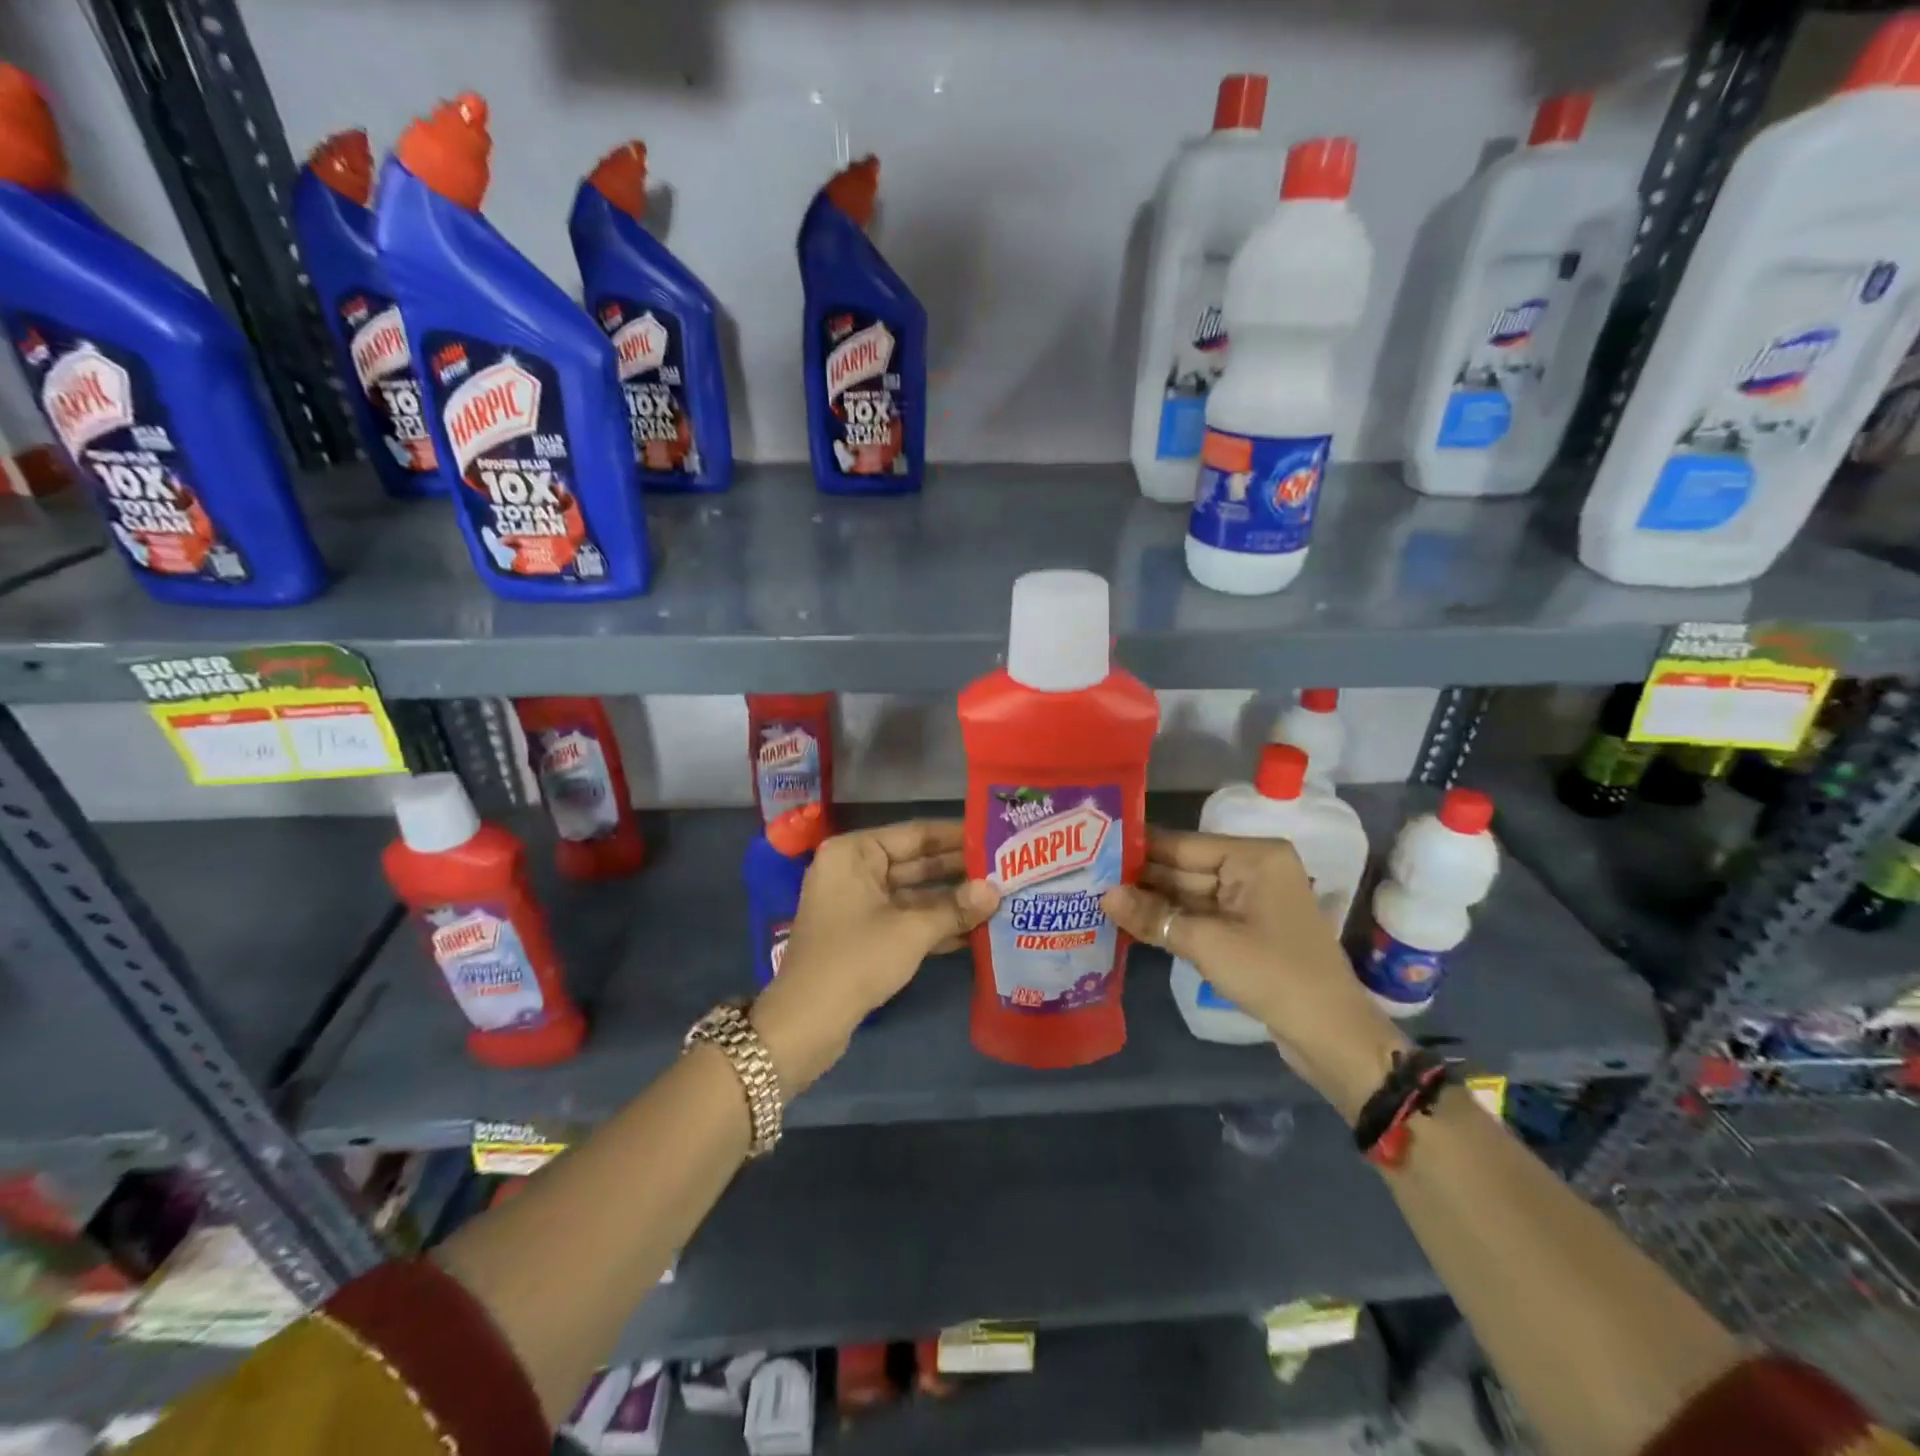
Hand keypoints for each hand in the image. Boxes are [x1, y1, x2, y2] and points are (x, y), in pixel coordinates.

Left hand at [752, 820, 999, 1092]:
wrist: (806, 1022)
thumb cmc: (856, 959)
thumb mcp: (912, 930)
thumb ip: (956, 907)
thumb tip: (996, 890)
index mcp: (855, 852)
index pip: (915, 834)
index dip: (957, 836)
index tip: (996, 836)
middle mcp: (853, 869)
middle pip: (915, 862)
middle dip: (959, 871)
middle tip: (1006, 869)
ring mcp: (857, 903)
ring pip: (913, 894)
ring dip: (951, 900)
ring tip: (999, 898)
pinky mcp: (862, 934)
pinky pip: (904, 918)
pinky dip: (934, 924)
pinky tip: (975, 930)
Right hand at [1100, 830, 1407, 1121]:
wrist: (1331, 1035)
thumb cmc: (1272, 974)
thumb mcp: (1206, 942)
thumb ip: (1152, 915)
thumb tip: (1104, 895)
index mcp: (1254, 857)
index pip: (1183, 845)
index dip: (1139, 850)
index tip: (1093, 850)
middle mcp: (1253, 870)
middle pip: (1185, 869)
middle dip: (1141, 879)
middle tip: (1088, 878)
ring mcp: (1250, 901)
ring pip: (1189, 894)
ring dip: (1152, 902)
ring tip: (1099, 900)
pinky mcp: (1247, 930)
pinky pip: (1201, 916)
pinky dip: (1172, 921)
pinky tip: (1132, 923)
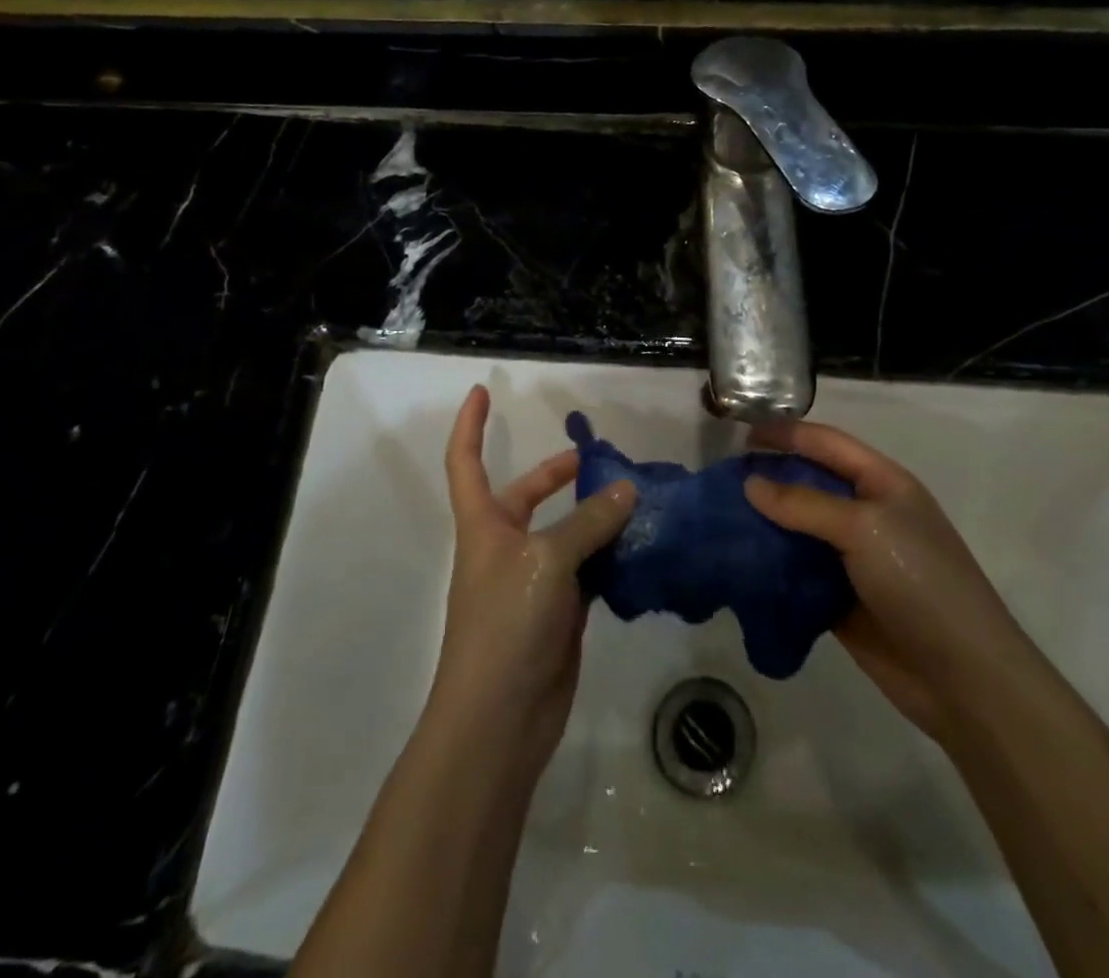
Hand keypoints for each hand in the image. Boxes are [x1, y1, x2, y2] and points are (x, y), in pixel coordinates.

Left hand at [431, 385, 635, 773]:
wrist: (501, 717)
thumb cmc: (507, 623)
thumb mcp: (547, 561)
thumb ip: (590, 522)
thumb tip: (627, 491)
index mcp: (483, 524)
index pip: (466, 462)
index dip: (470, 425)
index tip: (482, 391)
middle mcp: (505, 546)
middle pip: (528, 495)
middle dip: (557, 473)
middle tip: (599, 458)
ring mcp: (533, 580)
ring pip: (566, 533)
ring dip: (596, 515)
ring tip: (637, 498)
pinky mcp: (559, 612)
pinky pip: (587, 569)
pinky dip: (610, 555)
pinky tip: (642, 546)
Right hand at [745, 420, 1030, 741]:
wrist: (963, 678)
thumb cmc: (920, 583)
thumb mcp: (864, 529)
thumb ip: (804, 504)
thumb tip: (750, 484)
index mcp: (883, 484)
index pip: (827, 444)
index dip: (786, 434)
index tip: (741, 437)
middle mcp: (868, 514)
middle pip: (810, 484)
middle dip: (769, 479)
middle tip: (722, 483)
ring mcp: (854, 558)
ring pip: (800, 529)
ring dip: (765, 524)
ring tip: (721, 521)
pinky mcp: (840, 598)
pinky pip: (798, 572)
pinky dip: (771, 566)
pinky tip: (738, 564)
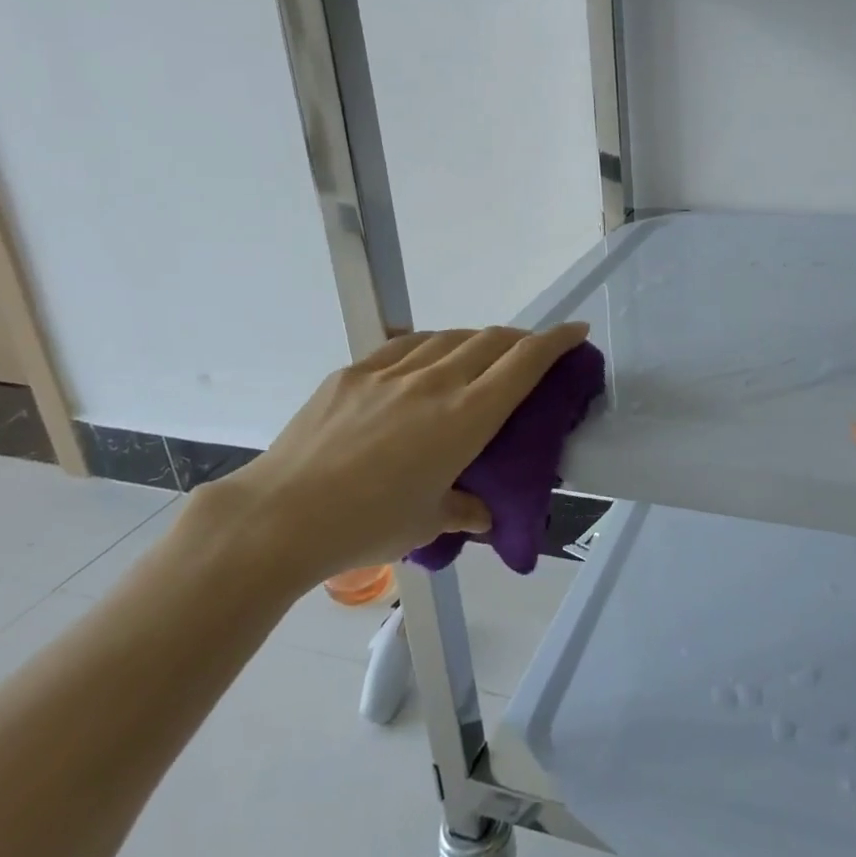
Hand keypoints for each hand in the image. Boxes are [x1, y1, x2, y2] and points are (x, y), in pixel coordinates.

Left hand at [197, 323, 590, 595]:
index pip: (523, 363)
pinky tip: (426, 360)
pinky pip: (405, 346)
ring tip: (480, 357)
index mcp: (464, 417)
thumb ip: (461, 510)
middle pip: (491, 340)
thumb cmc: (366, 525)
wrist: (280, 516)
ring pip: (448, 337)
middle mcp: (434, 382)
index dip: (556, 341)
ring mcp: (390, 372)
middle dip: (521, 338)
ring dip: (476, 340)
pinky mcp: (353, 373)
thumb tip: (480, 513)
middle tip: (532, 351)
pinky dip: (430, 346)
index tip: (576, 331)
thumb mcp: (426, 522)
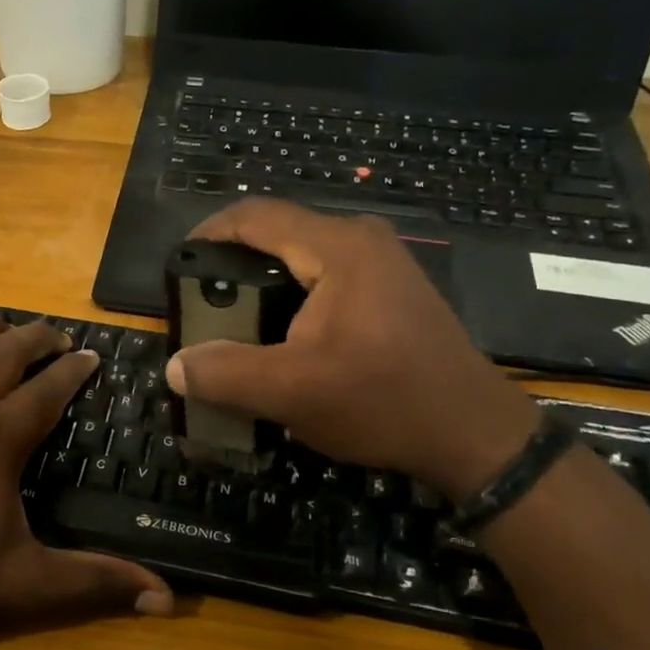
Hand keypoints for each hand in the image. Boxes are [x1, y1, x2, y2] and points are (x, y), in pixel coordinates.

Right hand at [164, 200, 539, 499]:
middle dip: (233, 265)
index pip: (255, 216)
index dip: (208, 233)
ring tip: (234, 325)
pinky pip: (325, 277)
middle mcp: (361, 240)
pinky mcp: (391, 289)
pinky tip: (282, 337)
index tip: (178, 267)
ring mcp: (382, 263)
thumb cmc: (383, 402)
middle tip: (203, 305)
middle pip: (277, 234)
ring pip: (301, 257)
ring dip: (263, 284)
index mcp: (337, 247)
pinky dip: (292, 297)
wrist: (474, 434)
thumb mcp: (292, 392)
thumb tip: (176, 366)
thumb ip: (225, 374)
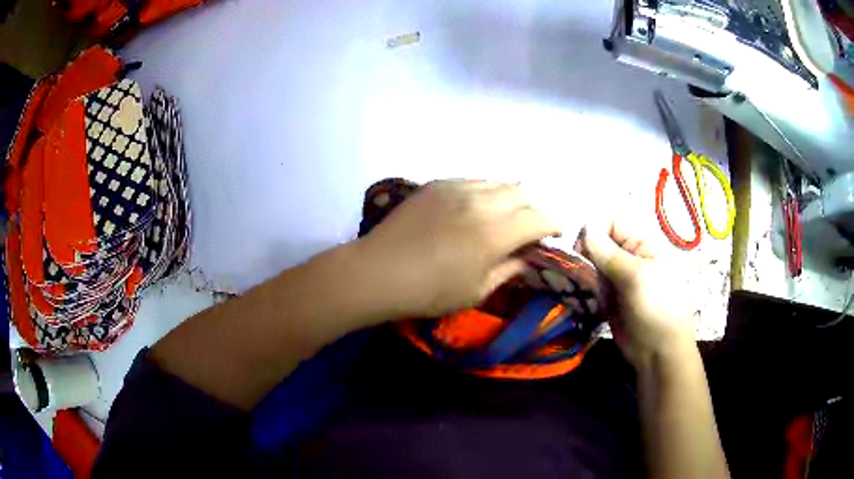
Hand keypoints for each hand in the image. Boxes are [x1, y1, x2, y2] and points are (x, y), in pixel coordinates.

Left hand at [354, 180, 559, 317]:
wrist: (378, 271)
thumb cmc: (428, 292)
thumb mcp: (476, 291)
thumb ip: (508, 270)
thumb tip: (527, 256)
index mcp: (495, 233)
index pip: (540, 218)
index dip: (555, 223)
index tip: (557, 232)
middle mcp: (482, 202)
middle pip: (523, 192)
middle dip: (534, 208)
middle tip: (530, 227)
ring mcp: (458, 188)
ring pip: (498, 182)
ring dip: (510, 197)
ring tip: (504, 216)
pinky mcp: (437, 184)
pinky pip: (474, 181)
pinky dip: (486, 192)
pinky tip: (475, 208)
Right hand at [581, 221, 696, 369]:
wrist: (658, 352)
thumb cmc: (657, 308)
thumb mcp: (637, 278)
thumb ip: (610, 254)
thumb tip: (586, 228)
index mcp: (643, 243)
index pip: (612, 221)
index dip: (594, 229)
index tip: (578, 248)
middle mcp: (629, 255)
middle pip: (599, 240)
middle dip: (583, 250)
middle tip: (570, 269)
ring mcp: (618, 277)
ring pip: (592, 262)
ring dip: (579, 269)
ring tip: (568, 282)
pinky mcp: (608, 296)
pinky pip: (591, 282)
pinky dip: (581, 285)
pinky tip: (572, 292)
* * * * *
_Directions:_
Skip the pictures and output all entries exactly.

_Exercise output:_
Hand keypoints for each hand in the image. Boxes are [x1, y1, x2, y2] and points are (x, y), in pixel coordinates.

Left hand at [752, 820, 999, 1092]:
wrist: (806, 1022)
thumb cmc: (856, 959)
thumb mcp: (912, 930)
thumb ip: (956, 907)
thumb tip: (996, 890)
index mcp: (855, 852)
index pip: (915, 834)
index dip: (957, 836)
index tip: (996, 836)
middle mcp: (853, 869)
middle pip: (915, 862)
middle dip: (959, 871)
middle tip: (1006, 869)
ring mcp: (857, 903)
ring pip: (913, 894)
ring dip: (951, 900)
ring tip: (999, 898)
pinky mcp: (862, 934)
pinky pip: (904, 918)
pinky dip: (934, 924)
pinky tip: (975, 930)
Right hand at [1100, 830, 1407, 1121]:
wrist: (1331, 1035)
thumb cmc: (1272, 974)
thumb mcp: (1206, 942)
thumb ip: (1152, 915)
thumb tip: (1104, 895)
index mcp: (1254, 857)
index pip: (1183, 845)
index dip: (1139, 850)
index tip: (1093, 850)
middle mcp: (1253, 870)
middle pip: (1185, 869)
middle dip: (1141, 879)
middle tip: (1088, 878)
ring mcp: (1250, 901)
ring pip: (1189, 894)
ring dip: (1152, 902)
ring tip: (1099, 900)
pinky mcp: (1247, 930)
pinky pip: (1201, 916)
pinky dip: (1172, 921)
pinky tip: (1132, 923)
Hand keypoints for each hand in the image. Boxes are [x1, y1, x2, y2] and points are (x, y), in pixel coordinates.

Left hand at [431, 385, 635, 773]:
wrist: (501, 717)
thumb cmc: (507, 623)
thumb mcp: (547, 561)
thumb ip: (590, 522)
thumb tip: (627, 491)
index mcp: (483, 524)
index pip: (466, 462)
index dip: (470, 425)
index tip: (482, 391)
middle mcp: (505, 546)
middle pip: (528, 495)
middle dip: (557, 473)
middle tip: (599, 458)
ring mcp: (533, 580)
ring pip: (566, 533)
ring dip: (596, 515)
ring tip: (637, 498)
pinky mcp: (559, 612)
pinky pip: (587, 569)
pinky dip: (610, 555)
pinky tip: (642, 546)
Right hand at [745, 420, 1030, 741]:
wrist: (963, 678)
thumb cmc: (920, 583)
thumb mcp: (864, 529)
thumb ip: (804, 504)
thumb tip: (750, 484)
index mcp: (883, 484)
index pip: (827, 444)
index dip: (786, 434)
index tip: (741, 437)
middle mcp: (868, 514)
middle pip: (810, 484)
middle dip: (769, 479)
middle tip: (722, 483)
ring mcp: (854, 558)
ring pip: (800, 529)
ring dip: (765, 524)
ring tip: (721, 521)
pinky mcp: (840, 598)
pinky pip: (798, 572)
pinky dip: (771, 566)
pinky tip: (738, 564)
Hand keypoints for each hand in the image. Boxes are [x1, y1, x2, y2] and points are (x, y), in pixel coordinates.

Left hand at [197, 323, 590, 595]:
index pip: (523, 363)
pinky tip: (426, 360)
pinky pip: (405, 346)
ring tip: (480, 357)
index mcp: (464, 417)
thumb ip: (461, 510)
middle pip: (491, 340)
thumb cmc: (366, 525)
wrist: (280, 516)
ring pip: (448, 337)
middle mcp: (434, 382)
index dip: (556, 341)
ring mcp: (390, 372)
middle dip: (521, 338)
ring dip: (476, 340)
pinky mcp: (353, 373)
thumb tip: (480, 513)
middle tip: (532, 351)
pinky dip: (430, 346)
index tip: (576, 331)
thumb mcp: (426, 522)
Hand keypoints for each hand in the image. Boxes are [x1, y1, x2, y2] and points are (x, y), in pixel coordinates.

Right hand at [164, 200, 539, 499]:
middle dip: (233, 265)
index pip: (255, 216)
index dip: (208, 233)
ring tip: (234, 325)
pinky pip: (325, 277)
middle mcp: (361, 240)
pinky mcp: (391, 289)
pinky tip: (282, 337)
index tip: (178, 267)
ring mcp: (382, 263)
thumb cmc: (383, 402)
middle tip: (203, 305)
middle pip: (277, 234)
ring pip: (301, 257)
ring dip: (263, 284)
index mcp: (337, 247)
pinky dip: (292, 297)
wrist: (474, 434)
thumb mcp: (292, 392)
thumb tip: (176, 366)
thumb ip: (225, 374)
Hand keypoints for each hand in the image. Boxes are [x1, y1, x2, y2] and points are (x, y), in pixel coordinates.

Left hand at [354, 180, 559, 317]:
wrist: (378, 271)
thumb cmc: (428, 292)
thumb mcp: (476, 291)
thumb ip: (508, 270)
thumb tip: (527, 256)
index mcp: (495, 233)
index pip: (540, 218)
index dip: (555, 223)
index tip: (557, 232)
middle mcp: (482, 202)
middle pip: (523, 192)
middle dip: (534, 208)
middle tip: (530, 227)
ring mcp: (458, 188)
ring pip: (498, 182)
ring dip: (510, 197)
ring tip: (504, 216)
pinky mcp: (437, 184)
pinky pip: (474, 181)
pinky dip: (486, 192)
pinky tip: (475, 208)
Right hand at [581, 221, 696, 369]:
wrist: (658, 352)
thumb cmc: (657, 308)
thumb mcp: (637, 278)
thumb ip: (610, 254)
thumb tip: (586, 228)
index mcp: (643, 243)
index pip: (612, 221)
index dip: (594, 229)
index tip: (578, 248)
middle mcp: (629, 255)
middle pip: (599, 240)
middle dip: (583, 250)
middle tip: (570, 269)
ring mcp: (618, 277)
ring pip: (592, 262)
ring dip: (579, 269)
ring tip: (568, 282)
pinky mcp: (608, 296)
pinky pip: (591, 282)
pinky dip: (581, 285)
pinky tip: (572, 292)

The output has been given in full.